The Tribunal found each party’s evidence to be lacking and underscored how this had complicated the proceedings. The Tribunal stated, for the future, that parties with similar cases should appear before it with a reliable ingredient list setting out the proportions of the dairy and other ingredients in the final formulation. The Tribunal also stated that, when presented with flawed submissions by the parties, the Tribunal’s role is not “limited to a binary choice” dictated by the burden of proof; rather, it may exercise its recognized expertise in tariff classification to make a decision on the merits.

The appeal was allowed in part and dismissed in part.

AP-2016-020 Sonos

At issue was whether wireless speaker systems were properly classified as mounted loudspeakers under tariff item No. 8518.22.00, as determined by the CBSA, or machines for the reception, conversion and transmission or regeneration of voice, images or other data, under tariff item No. 8517.62.00, as claimed by Sonos. Also in issue was whether the goods qualified for duty-free tariff treatment as articles “for use in” automatic data processing (ADP) machines under tariff item No. 9948.00.00.

The goods were combination loudspeaker/data networking components designed to continuously stream music over a household Wi-Fi network via Sonos’ proprietary software (the “controller app”) installed on a network-connected mobile or computing device.  The arguments turned on whether the loudspeaker component or the data networking component gave the goods their primary function.

The Tribunal found that the goods could not be considered machines under tariff item No. 8517.62.00 unless they could be classified as ADP machines under heading No. 84.71. The Tribunal determined that the goods could not be so classified because note 5(E) to Chapter 84 provided that machines incorporating or working in conjunction with ADP machines that perform a specific function other than data processing are to be classified according to that specific function. Based on witness testimony and marketing materials, the Tribunal found the primary function of the goods to be that of loudspeakers of heading No. 85.18; the data networking component merely facilitated and enhanced that function.

The Tribunal found that the goods were eligible for the benefit of tariff item No. 9948.00.00 as articles for use in ADP machines under the three-part test established in Best Buy.  The goods were, without dispute, “articles”. They were “for use in” a host good because they were “functionally joined” to them via a wireless link. Finally, those host goods (computers, smart phones, etc.) were ADP machines.

Therefore, the appeal was allowed in part and dismissed in part.

AP-2017-003 Costco

The goods in this case were two decorative snowmen packaged together for retail sale. The CBSA classified them as made-up articles of textiles under tariff item No. 6307.90.99, while Costco argued that they were articles for Christmas festivities under tariff item No. 9505.10.00.
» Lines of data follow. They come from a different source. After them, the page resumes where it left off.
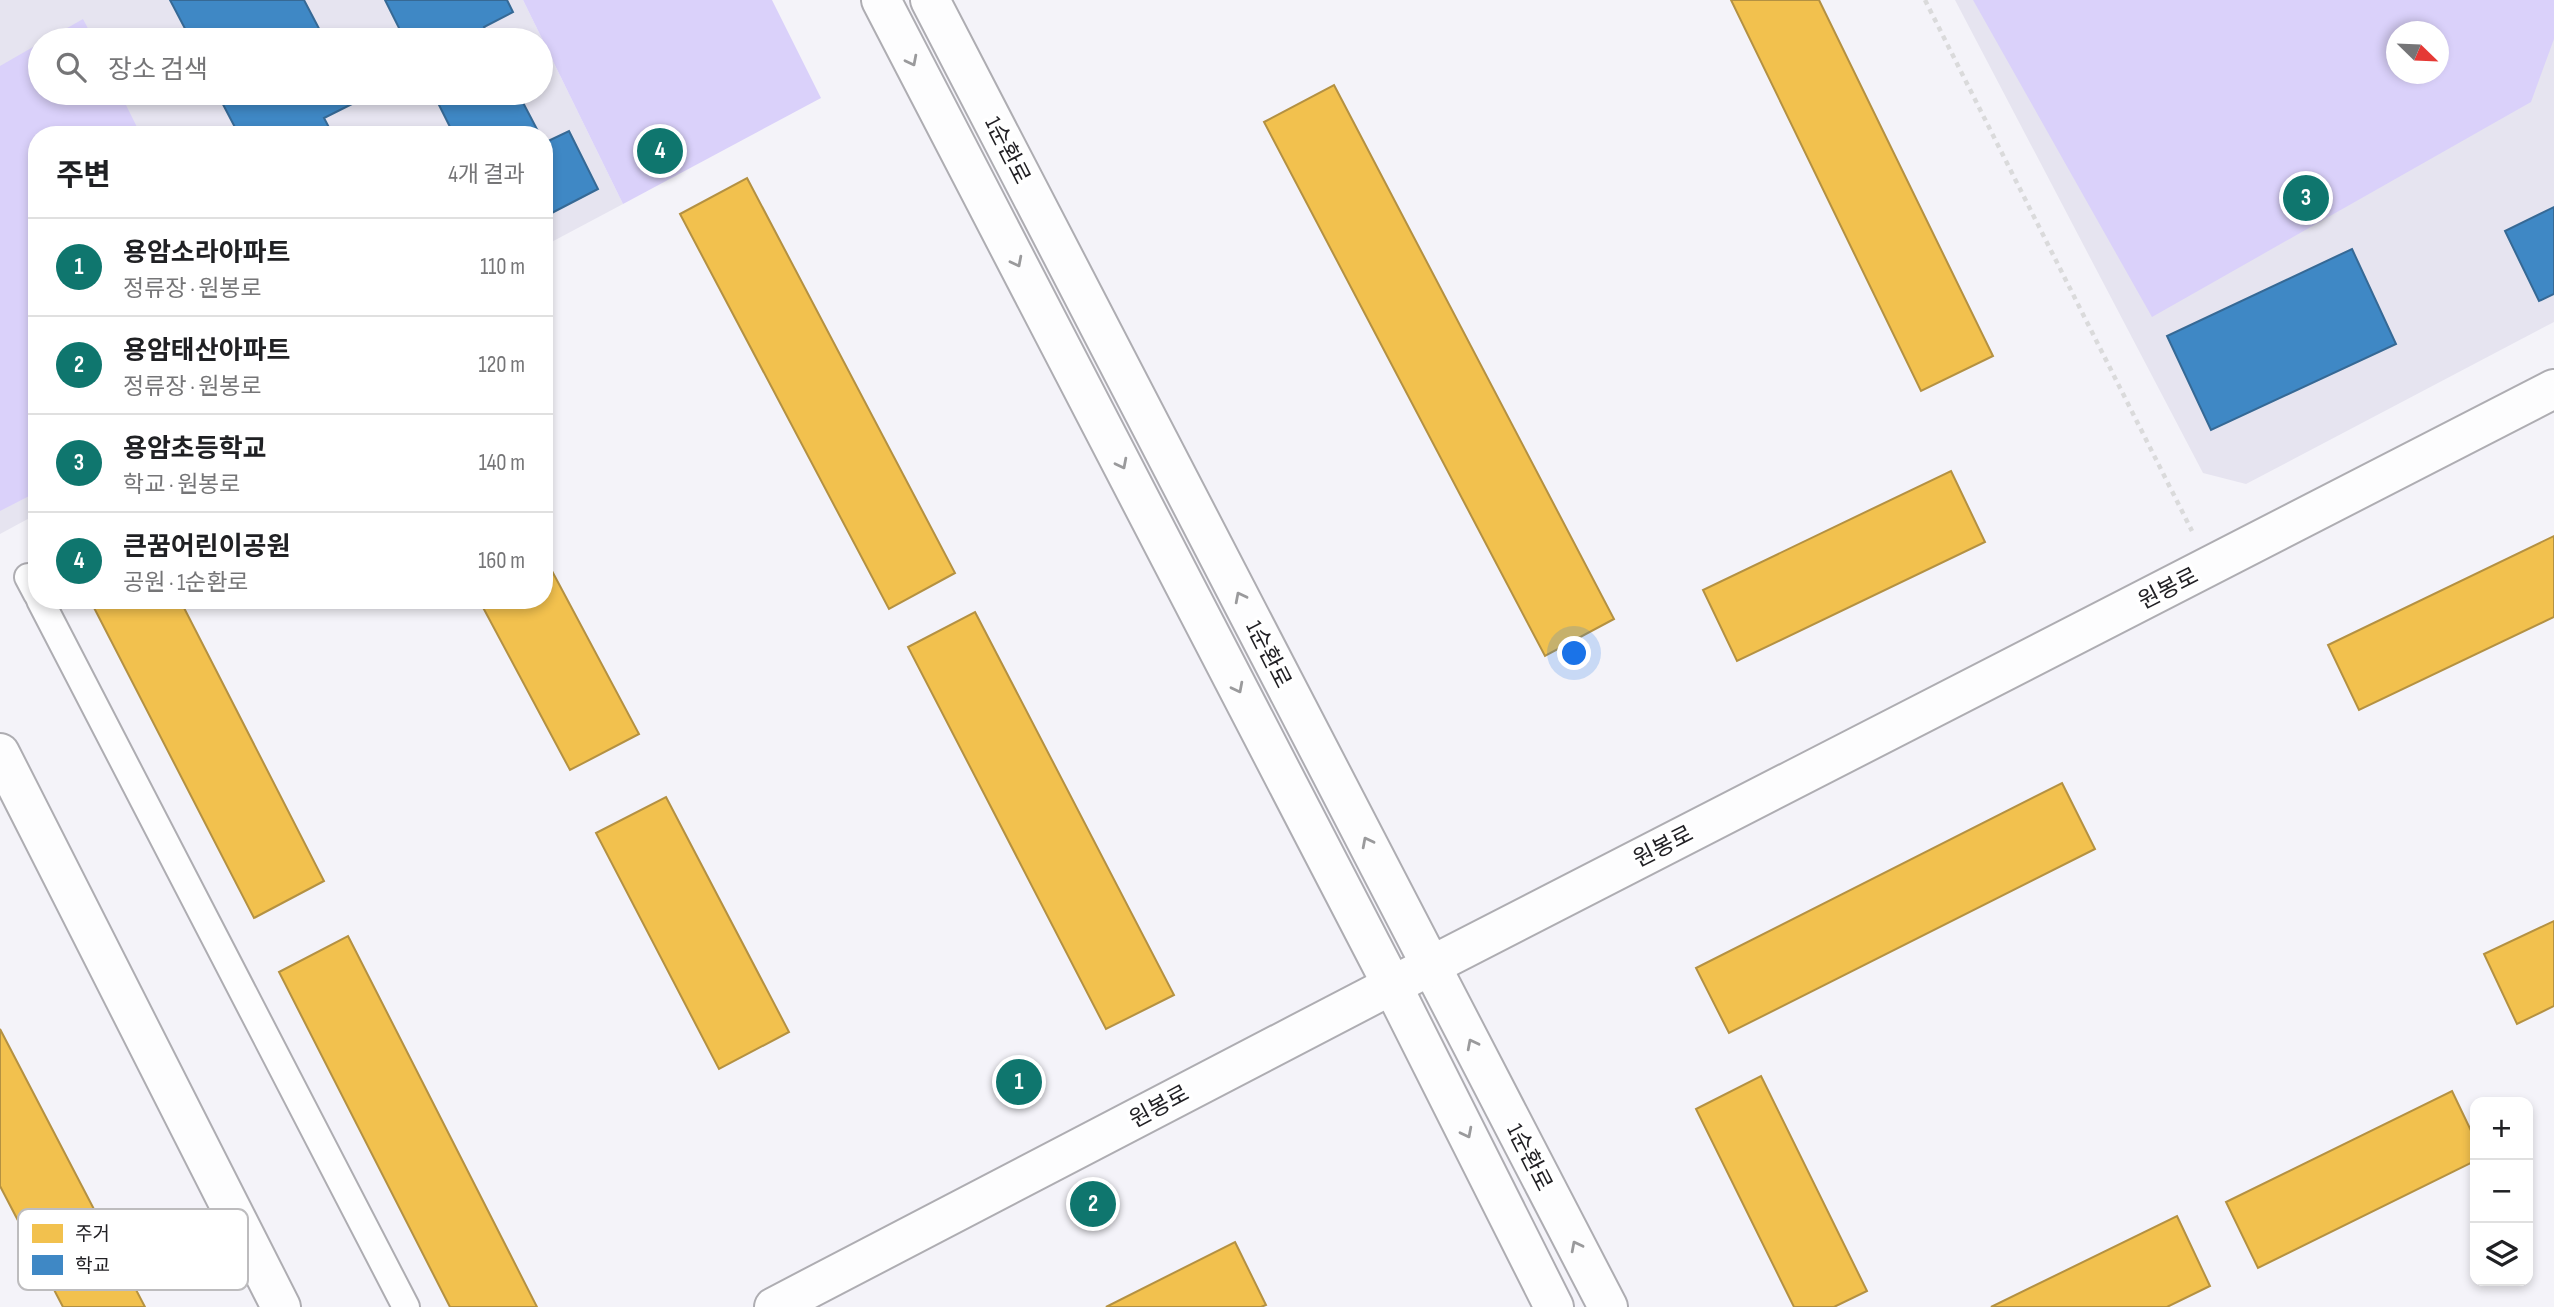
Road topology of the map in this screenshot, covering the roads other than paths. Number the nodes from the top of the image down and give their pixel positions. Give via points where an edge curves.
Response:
1 (881, 0) edge
2 (930, 0) edge
3 (2554, 390) edge
4 (44, 609) edge
5 (0, 753) edge
6 (1430, 965) junction
7 (1392, 985) junction
8 (231, 1209) edge
9 (248, 1242) edge
10 (281, 1307) edge
11 (406, 1307) edge
12 (774, 1307) edge
13 (1554, 1307) edge
14 (1608, 1307) edge

1 -> 7 street, 1순환로
6 -> 2 street, 1순환로
3 - 6 street, 원봉로
4 - 11 lane
5 - 8 street
6 - 7 street, 원봉로
14 -> 6 street, 1순환로
7 - 12 street, 원봉로
7 -> 13 street, 1순환로
9 - 10 street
The key question before the Tribunal was whether the goods were “festive”. Costco argued that the goods were indeed festive given that they tend to be associated with Christmas and are sold and marketed alongside other Christmas wares. The CBSA argued that the goods in issue were associated with winter, but not with a particular holiday or festivity.

The Tribunal held that the goods do not need to be “specifically and exclusively” associated with a particular festivity in order to be classified under heading No. 95.05. The goods were designed alongside other Christmas products, sold in the Christmas aisle, possessed clothing colours commonly associated with Christmas (red and green), and were not sold for the entire winter, but rather only up to and including the month of December. The way an importer chooses to display and sell an item is not the sole determinant of how it should be classified under the Tariff. However, in this case, these facts, along with testimony on the goods’ design, best use, and marketing, demonstrated the articles were “festive”.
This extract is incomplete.